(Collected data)
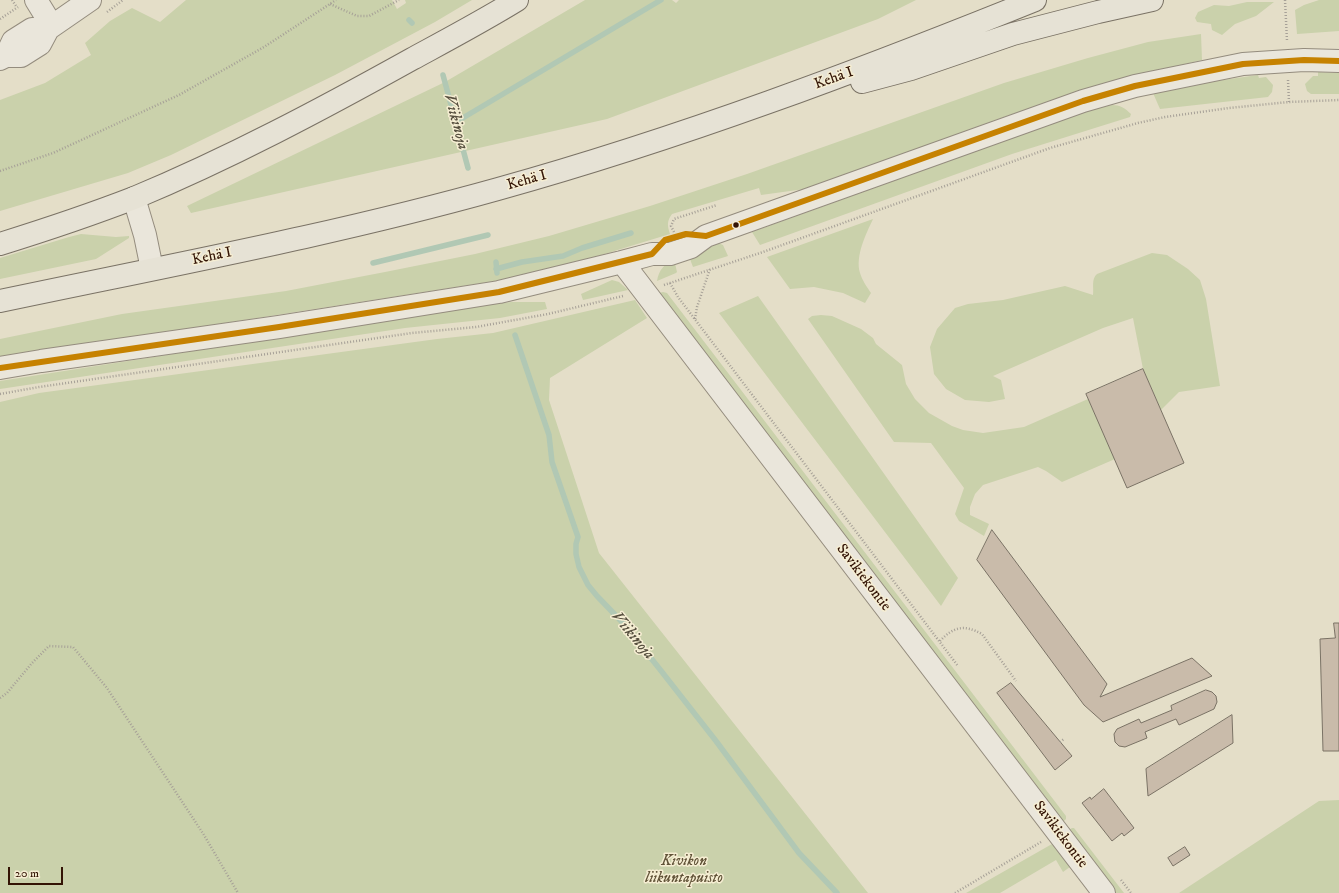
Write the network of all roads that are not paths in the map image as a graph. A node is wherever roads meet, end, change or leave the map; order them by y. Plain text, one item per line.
1 (90, 0) edge
2 (517, 0) edge
3 (1036, 0) edge
4 (1152, 0) edge
5 (27, 4) edge
6 (50, 28) junction
7 (3, 58) edge
8 (1339, 61) edge
9 (734, 116) junction
10 (134, 198) junction
11 (0, 244) edge
12 (622, 262) junction
13 (152, 269) junction
14 (0, 301) edge
15 (0, 368) edge
16 (1104, 893) edge

1 - 6 street
2 - 10 highway
3 - 9 highway, Kehä I
4 - 9 highway
5 - 6 street
6 - 7 street
8 - 12 street
9 - 13 highway, Kehä I
10 - 11 highway
10 - 13 street
12 - 15 street
12 - 16 street, Savikiekontie
13 - 14 highway, Kehä I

▸ **The task**
Set down the data again, exactly, without images.

▸ **Output of the exercise**
Write the network of all roads that are not paths in the map image as a graph. A node is wherever roads meet, end, change or leave the map; order them by y. Plain text, one item per line.
1 (90, 0) edge
2 (517, 0) edge
3 (1036, 0) edge
4 (1152, 0) edge
5 (27, 4) edge
6 (50, 28) junction
7 (3, 58) edge
8 (1339, 61) edge
9 (734, 116) junction
10 (134, 198) junction
11 (0, 244) edge
12 (622, 262) junction
13 (152, 269) junction
14 (0, 301) edge
15 (0, 368) edge
16 (1104, 893) edge

1 - 6 street
2 - 10 highway
3 - 9 highway, Kehä I
4 - 9 highway
5 - 6 street
6 - 7 street
8 - 12 street
9 - 13 highway, Kehä I
10 - 11 highway
10 - 13 street
12 - 15 street
12 - 16 street, Savikiekontie
13 - 14 highway, Kehä I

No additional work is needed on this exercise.